John McCain said, “No”.

I’m sorry, but there is something in the description of the bayoneting of McCain’s ankle and groin — and the refusal of succor — that sounds a bit too much like the crucifixion of Jesus Christ. The only difference is that while Jesus got a postmortem spear in the side, McCain got a bayonet in two places — and one of them was the crotch. Which is like one-upping the suffering of the Son of God. In short, Jesus was a pussy. And probably a community organizer.

Anyway, thank God McCain didn’t die. Just think of the theological confusion this would have created. Who would I worship then?

Thompson continued:

After days of neglect, covered in grime, lying in his own waste in a filthy room, a doctor attempted to set John’s right arm without success and without anesthesia. His other broken bones and injuries were not treated. John developed a high fever and dysentery. He weighed barely a hundred pounds. Expecting him to die, his captors placed him in a cell with two other POWs who also expected him to die.
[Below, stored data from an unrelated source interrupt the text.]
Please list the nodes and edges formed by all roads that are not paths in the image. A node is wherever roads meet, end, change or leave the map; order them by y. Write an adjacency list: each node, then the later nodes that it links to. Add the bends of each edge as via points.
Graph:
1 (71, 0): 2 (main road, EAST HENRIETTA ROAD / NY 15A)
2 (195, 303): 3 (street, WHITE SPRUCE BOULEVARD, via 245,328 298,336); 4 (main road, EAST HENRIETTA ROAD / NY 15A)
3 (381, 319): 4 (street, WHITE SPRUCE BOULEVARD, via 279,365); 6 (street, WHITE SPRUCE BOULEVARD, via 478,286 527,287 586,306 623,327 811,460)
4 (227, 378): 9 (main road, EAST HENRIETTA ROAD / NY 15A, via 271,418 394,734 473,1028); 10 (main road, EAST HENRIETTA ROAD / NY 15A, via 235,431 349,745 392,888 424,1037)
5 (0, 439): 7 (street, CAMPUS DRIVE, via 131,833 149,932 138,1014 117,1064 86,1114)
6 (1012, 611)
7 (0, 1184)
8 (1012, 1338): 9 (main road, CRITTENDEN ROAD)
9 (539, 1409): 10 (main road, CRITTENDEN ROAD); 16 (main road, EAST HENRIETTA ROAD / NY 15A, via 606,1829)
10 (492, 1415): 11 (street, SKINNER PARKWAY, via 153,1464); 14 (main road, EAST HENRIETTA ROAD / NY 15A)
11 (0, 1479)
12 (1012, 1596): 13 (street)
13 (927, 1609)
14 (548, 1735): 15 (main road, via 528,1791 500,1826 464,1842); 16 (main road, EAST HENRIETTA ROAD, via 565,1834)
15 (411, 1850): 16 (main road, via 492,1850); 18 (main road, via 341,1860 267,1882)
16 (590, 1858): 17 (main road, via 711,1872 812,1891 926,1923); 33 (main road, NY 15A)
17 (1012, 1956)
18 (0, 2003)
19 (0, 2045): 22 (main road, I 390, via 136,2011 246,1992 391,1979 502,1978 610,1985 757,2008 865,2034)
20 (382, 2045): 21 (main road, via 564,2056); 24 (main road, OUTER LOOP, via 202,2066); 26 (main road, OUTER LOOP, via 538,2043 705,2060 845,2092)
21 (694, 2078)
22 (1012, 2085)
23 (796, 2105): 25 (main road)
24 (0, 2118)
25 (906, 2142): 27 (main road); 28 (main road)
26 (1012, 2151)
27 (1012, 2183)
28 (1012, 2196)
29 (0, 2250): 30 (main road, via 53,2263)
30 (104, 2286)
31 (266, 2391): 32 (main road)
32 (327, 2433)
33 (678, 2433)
At this point, there wasn’t a dry eye in the house. Nothing makes a Republican misty-eyed like the story of a man who can’t get adequate health care or one who experiences arbitrary imprisonment and senseless torture. There are 47 million citizens without health care in America. But doing anything other than praying for these people will introduce inefficiencies in the market. Jesus, CEO would be very displeased. And I have it on good authority that America would never torture. I prayed hard for that.

But Fred Thompson was just clearing his throat:

John McCain fought on. He persevered. So then they put him in solitary confinement for over two years — isolation, incredible heat beating on a tin roof, a light bulb in his cell burning 24 hours a day, boarded-up cell windows blocking any breath of fresh air, the oppressive heat causing boils the size of baseballs under his arms, the outside world limited to what he could see through a crack in the door.

For five-and-a-half years this went on. John McCain’s bones may have been broken, but his spirit never was.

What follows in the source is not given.